The Indiana Department of Natural Resources decided to replace its glossy, 44-page, color Indiana Fishing Guide with a six-page, green and white pamphlet. The cost went from about $100,000 to less than $20,000:

"We took out a lot of feature stories and advertising," said Phil Bloom, director of communications for the Indiana Department of Natural Resources.

[. . .]

The 2010 pamphlet still has the basic rules and regulations anglers need to follow. For people who want more, including some features and more information about specific species and locations, Bloom said the agency is working to put more online, at www.in.gov/dnr.

See there, that wasn't so hard, was it? Only $80,000 saved, sure, but that's just for one thing in one division of one department.
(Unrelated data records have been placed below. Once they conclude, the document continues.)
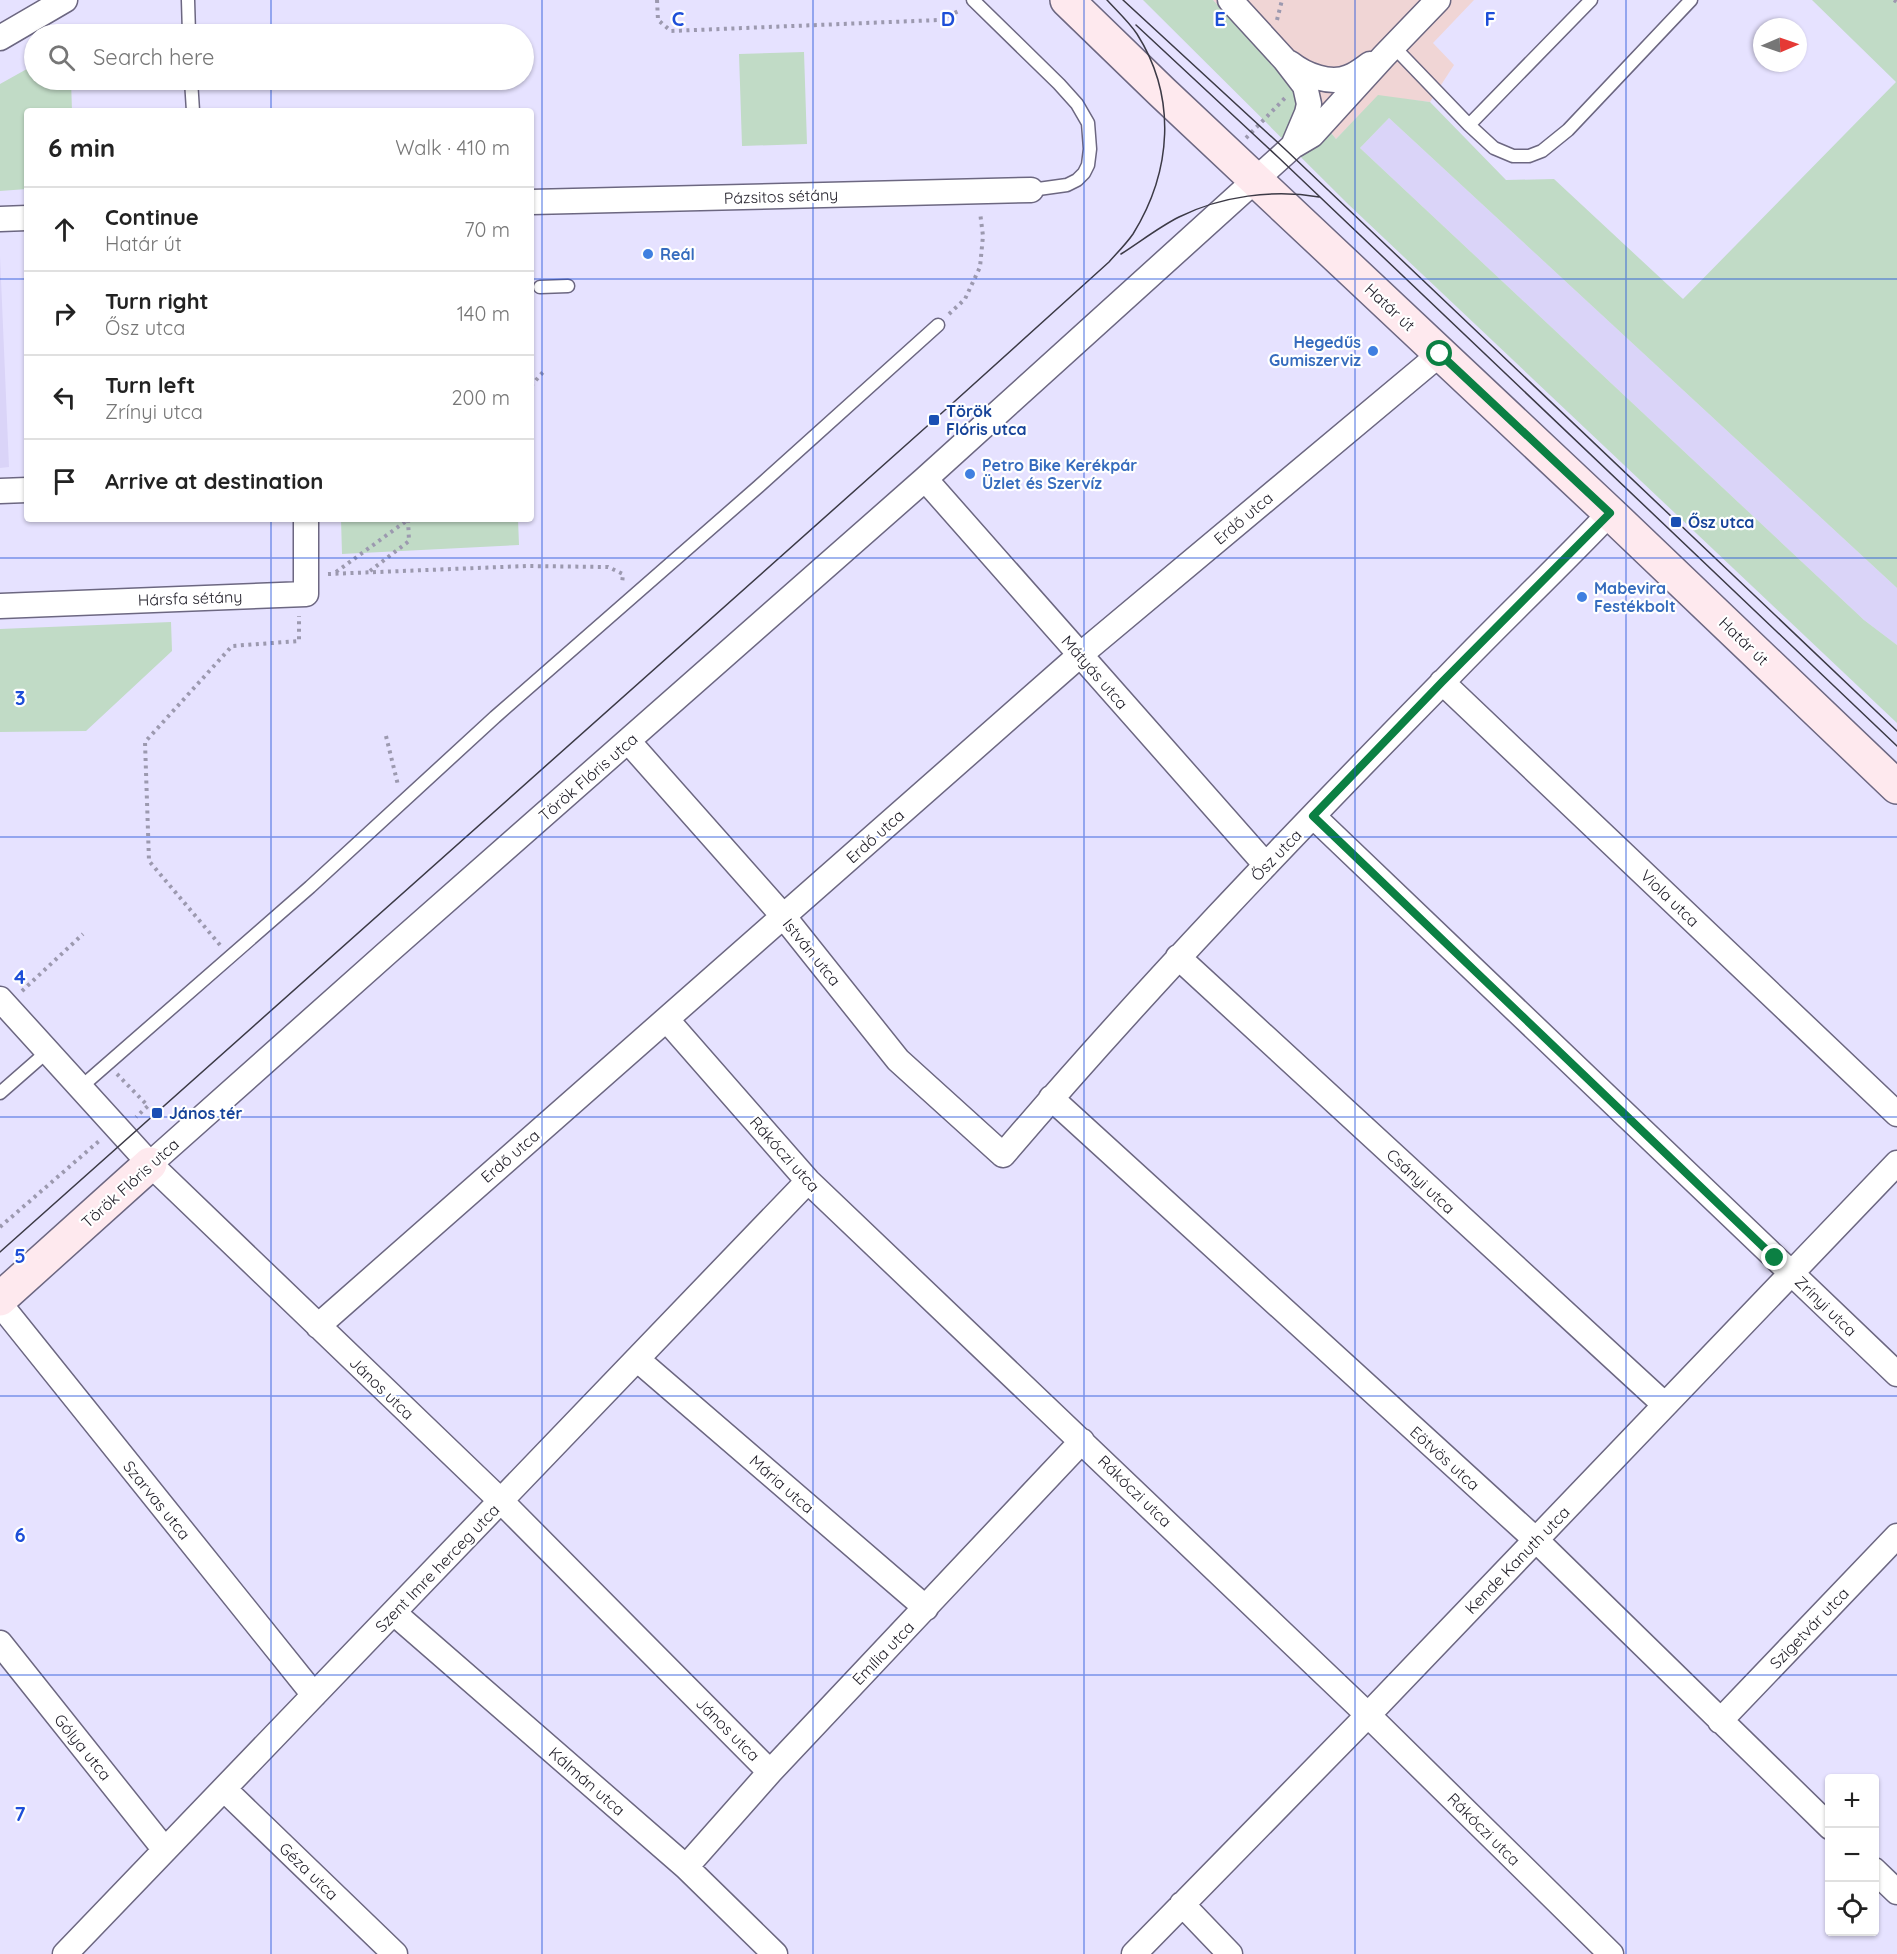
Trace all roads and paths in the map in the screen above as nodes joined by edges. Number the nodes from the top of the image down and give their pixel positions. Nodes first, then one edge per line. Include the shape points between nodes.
1 (65, 0) edge
2 (188, 0) edge
3 (657, 0) edge
4 (1067, 0) edge
5 (1230, 0) edge
6 (1438, 0) edge
7 (1591, 0) edge
8 (1691, 0) edge
9 (975, 2) edge
10 (189, 24) edge
11 (0, 38) edge
12 (1389, 51) junction
13 (1285, 60) junction
14 (1302, 81) junction
15 (191, 90) edge
16 (192, 108) edge
17 (1469, 125) junction
18 (1293, 146) junction
19 (1229, 155) junction
20 (1254, 179) junction
21 (1031, 190) joint
22 (978, 191) junction
23 (534, 202) edge
24 (24, 218) edge
25 (0, 219) edge
26 (568, 286) dead end
27 (540, 287) dead end
28 (938, 325) joint
29 (1440, 354) junction
30 (543, 372) dead end
31 (534, 382) edge
32 (925, 479) junction
33 (24, 490) edge
34 (0, 491) edge
35 (1610, 513) junction
36 (306, 522) edge
37 (405, 522) edge
38 (409, 522) edge
39 (370, 572) junction
40 (334, 573) junction
41 (303, 587) junction
42 (622, 589) dead end
43 (0, 606) edge
44 (1080, 655) junction
45 (1442, 682) junction
46 (386, 736) dead end
47 (628, 741) junction
48 (398, 787) dead end
49 (1897, 787) edge
50 (1313, 816) junction
51 (1266, 865) junction
52 (784, 917) junction
53 (83, 934) dead end
54 (224, 949) dead end
55 (1178, 957) junction
56 (3, 1002) edge
57 (667, 1020) junction
58 (48, 1051) junction
59 (108, 1064) junction
60 (81, 1087) junction
61 (0, 1093) edge
62 (1051, 1098) junction
63 (148, 1106) dead end
64 (1897, 1114) edge
65 (116, 1127) junction
66 (1003, 1155) joint
67 (1897, 1163) edge
68 (150, 1164) junction
69 (807, 1181) junction
70 (0, 1227) edge
71 (1792, 1273) junction
72 (0, 1299) edge
73 (0, 1304) edge
74 (318, 1326) junction
75 (638, 1360) junction
76 (1897, 1374) edge
77 (1665, 1405) junction
78 (1082, 1441) junction
79 (501, 1501) junction
80 (1897, 1536) edge
81 (1536, 1540) junction
82 (926, 1608) junction
83 (394, 1613) junction
84 (0, 1643) edge
85 (314, 1695) junction
86 (1368, 1715) junction
87 (1720, 1721) junction
88 (770, 1772) junction
89 (224, 1789) junction
90 (1825, 1822) edge
91 (165, 1850) junction
92 (686, 1867) junction
93 (1879, 1874) edge
94 (1897, 1892) edge
95 (1182, 1904) junction
96 (65, 1954) edge
97 (395, 1954) edge
98 (775, 1954) edge
99 (1134, 1954) edge
100 (1230, 1954) edge
101 (1611, 1954) edge

1 - 11 street
2 - 10 lane
3 - 9 path via 658,20 671,31 939,20
4 - 19 main road, Határ út
5 - 13 street
6 - 12 street
7 - 17 lane
8 - 17 lane via 1568,130 1542,151 1529,156 1506,154
9 - 21 lane via 1065,90 1088,123 1090,149 1084,173 1067,185
12 - 13 street via 1348,77 1337,79 1314,76
12 - 17 lane
12 - 18 street, Török Flóris utca via 1312,135
13 - 14 street
14 - 18 street via 1309,104
14 - 19 path
15 - 16 lane
18 - 20 street, Török Flóris utca
19 - 20 main road, Határ út
20 - 29 main road, Határ út
20 - 32 street, Török Flóris utca
21 - 22 street, Pázsitos sétány
22 - 23 street, Pázsitos sétány
22 - 28 path via 983,236 980,267 965,299
24 - 25 street
26 - 27 lane
28 - 59 lane
29 - 35 main road, Határ út
29 - 44 street, Erdő utca
30 - 31 path
32 - 44 street, Mátyás utca
32 - 47 street, Török Flóris utca
33 - 34 street
35 - 45 street, Ősz utca
35 - 49 main road, Határ út
36 - 41 street
37 - 40 path
38 - 39 path via 409,541
39 - 40 path
39 - 42 path via 608,567 623,574
40 - 41 path
40 - 41 path
41 - 43 street, Hársfa sétány
41 - 54 path via 299,642 232,646 145,742 149,861
44 - 51 street, Mátyás utca
44 - 52 street, Erdő utca
45 - 50 street, Ősz utca
45 - 64 street, Viola utca
46 - 48 path
47 - 52 street, István utca
47 - 68 street, Török Flóris utca
50 - 51 street, Ősz utca
50 - 71 street, Zrínyi utca
51 - 55 street, Ősz utca
52 - 57 street, Erdő utca
52 - 66 street, István utca via 898,1060
53 - 56 path
55 - 62 street, Ősz utca
55 - 77 street, Csányi utca
56 - 58 street, János utca
57 - 69 street, Rákóczi utca
57 - 74 street, Erdő utca
58 - 60 street, János utca
58 - 61 lane
59 - 60 lane
59 - 63 path
60 - 65 street, János utca
62 - 66 street, Ősz utca
62 - 81 street, Eötvös utca
65 - 68 street, János utca
65 - 70 path
67 - 71 street, Kende Kanuth utca
68 - 72 main road, Török Flóris utca
68 - 74 street, János utca
69 - 75 street, Szent Imre herceg utca
69 - 78 street, Rákóczi utca
71 - 76 street, Zrínyi utca
71 - 77 street, Kende Kanuth utca
73 - 85 street, Szarvas utca
74 - 79 street, János utca
75 - 79 street, Szent Imre herceg utca
75 - 82 street, Mária utca
77 - 81 street, Kende Kanuth utca
78 - 82 street, Emília utca
78 - 86 street, Rákóczi utca
79 - 83 street, Szent Imre herceg utca
79 - 88 street, János utca
80 - 87 street, Szigetvár utca
81 - 86 street, Kende Kanuth utca
81 - 87 street, Eötvös utca
82 - 88 street, Emília utca
83 - 85 street, Szent Imre herceg utca
83 - 92 street, Kálmán utca
84 - 91 street, Gólya utca
85 - 89 street, Szent Imre herceg utca
86 - 95 street, Kende Kanuth utca
86 - 101 street, Rákóczi utca
87 - 90 street, Eötvös utca
88 - 92 street, Emília utca
89 - 91 street, Szent Imre herceg utca
89 - 97 street, Géza utca
91 - 96 street, Szent Imre herceg utca
92 - 98 street, Kálmán utca
93 - 94 street
95 - 99 street, Kende Kanuth utca
95 - 100 street

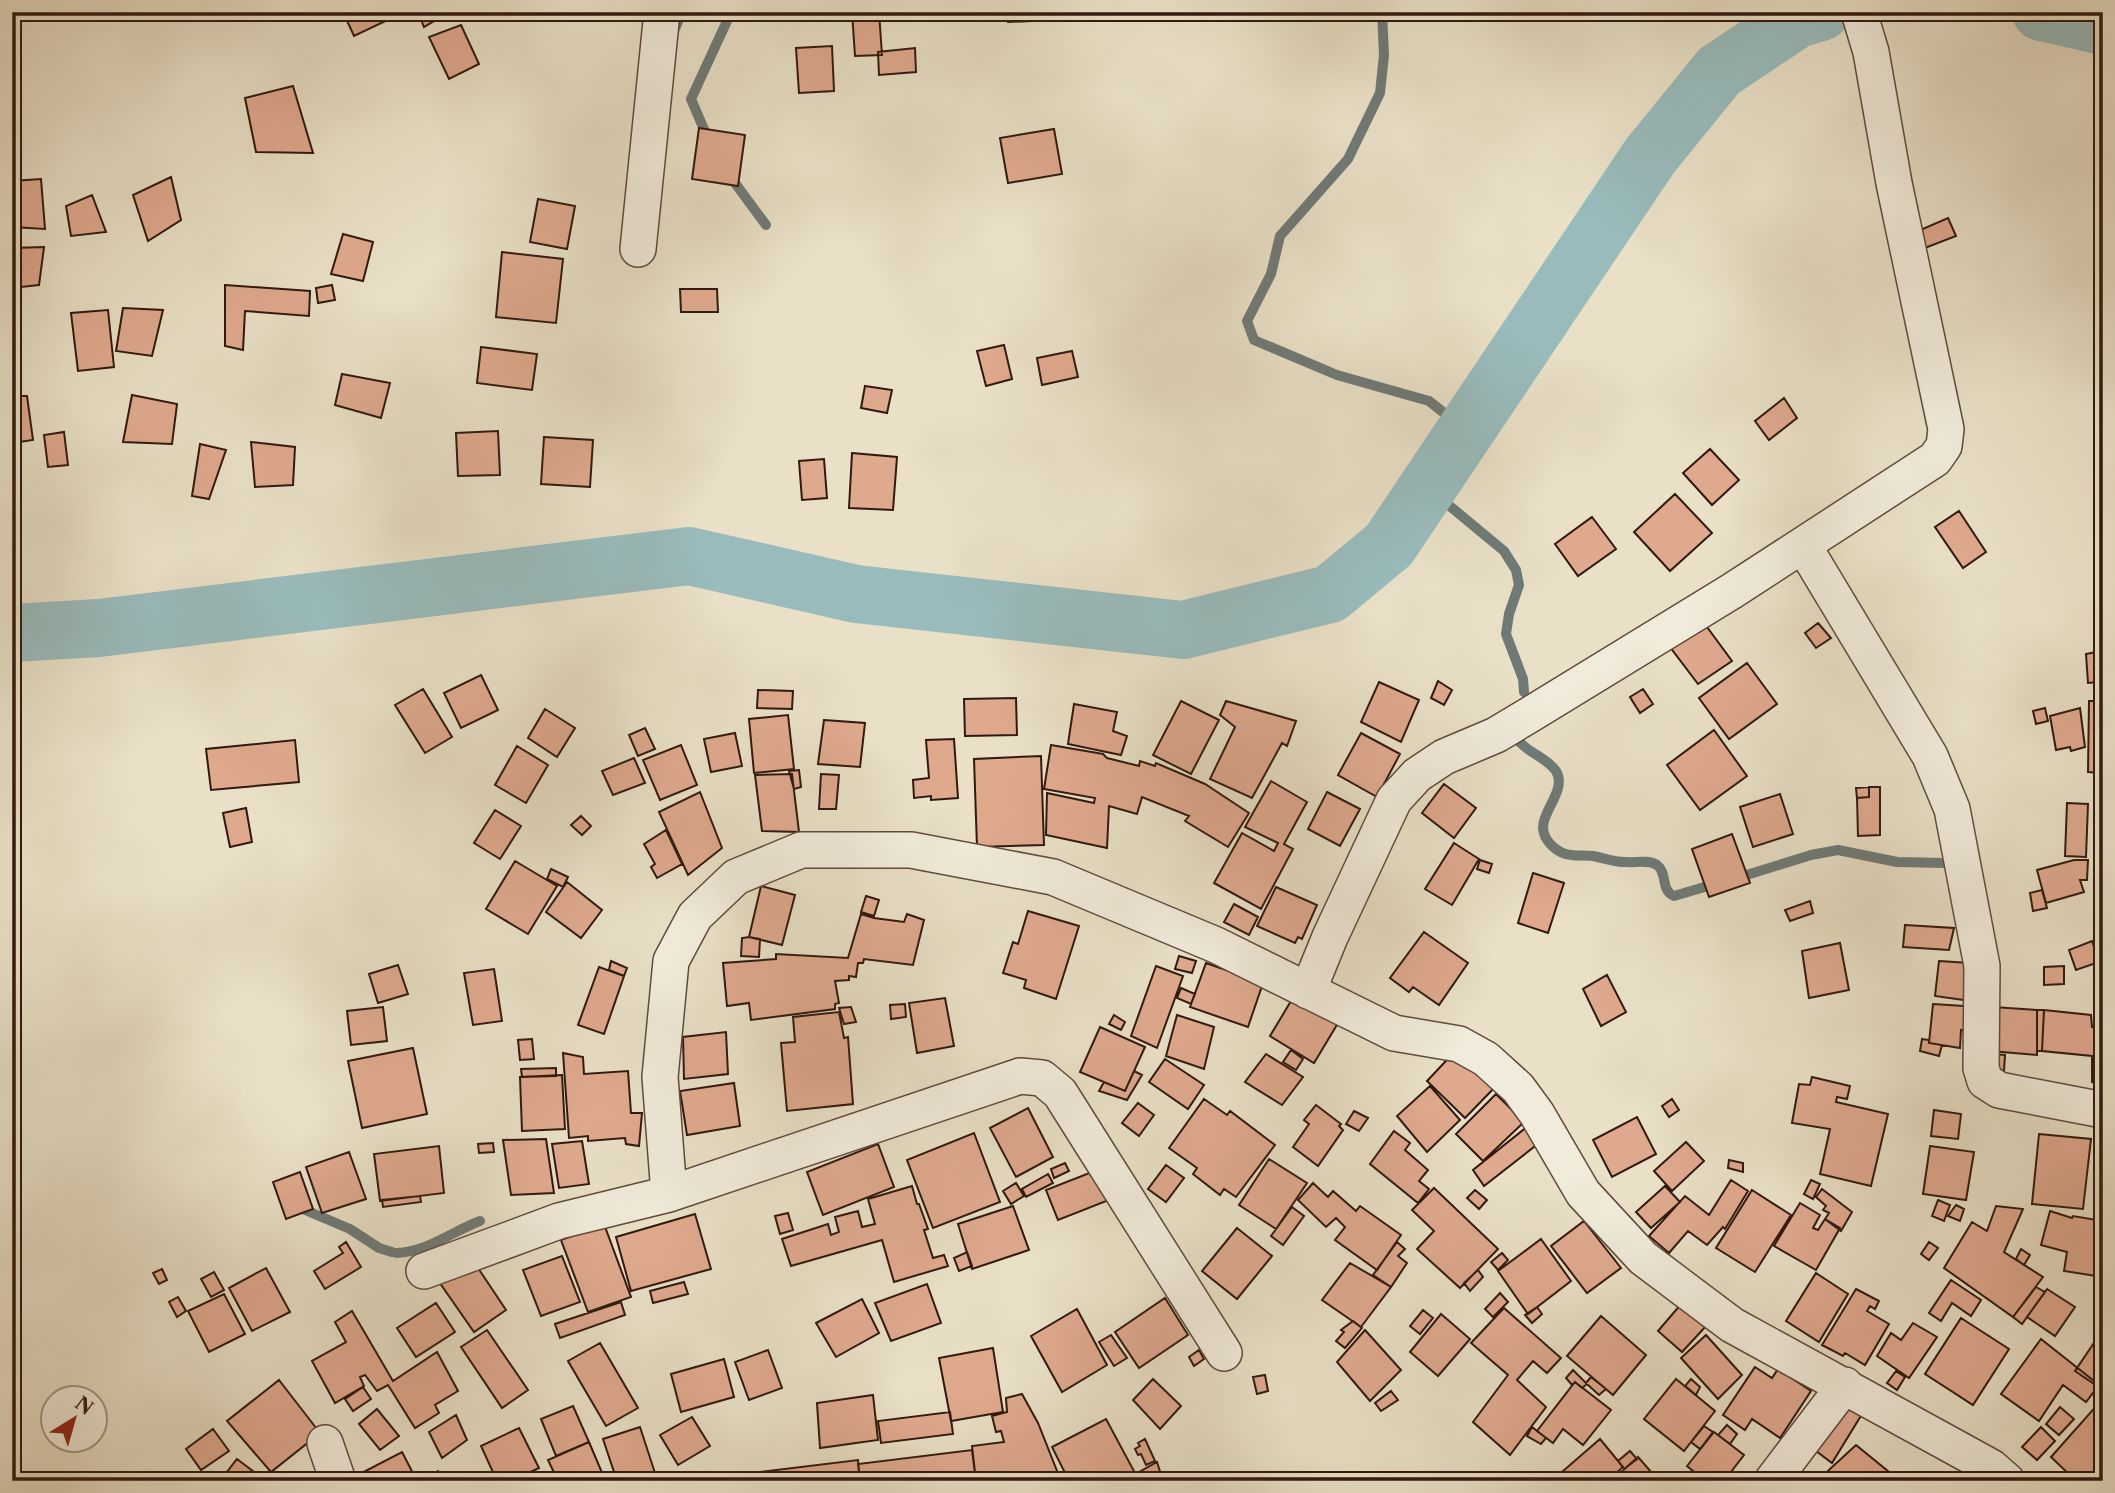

Imagine if everyone in state government followed that example.

Comments

tim zank
Wed, 05/12/2010 - 8:01am

There are literally thousands of programs that could be cut just like this if anybody had the intestinal fortitude to do so.

Bob G.
Wed, 05/12/2010 - 8:52am

Hell, they could use LAST year's pamphlet, and just change the damn YEAR!
(the PA drivers test books were like that...decades of the same booklet ONLY change was the current year printed on them...that must have saved a LOT of bucks in those days.)

But that was a time when people READ things, too.
And, did a lot more for themselves...
And, didn't have their hands out to Uncle Sam...

Well, you get the idea.

;)

john b. kalb
Wed, 05/12/2010 - 7:57pm

Bob - Remember that the main (or maybe, only) reason for the reprint each year was to get the newly elected names on the cover!

Bob G.
Thu, 05/13/2010 - 9:05am

John:
Ahhhh...you NAILED it!!!
It's NOT about the pamphlet...just another P.R. tactic.
(shoulda known)

Guess using a hand stamp for the elected name BY the person elected wouldn't cut it, eh?
Yeah, that would be too much like REAL work (for them)...lol.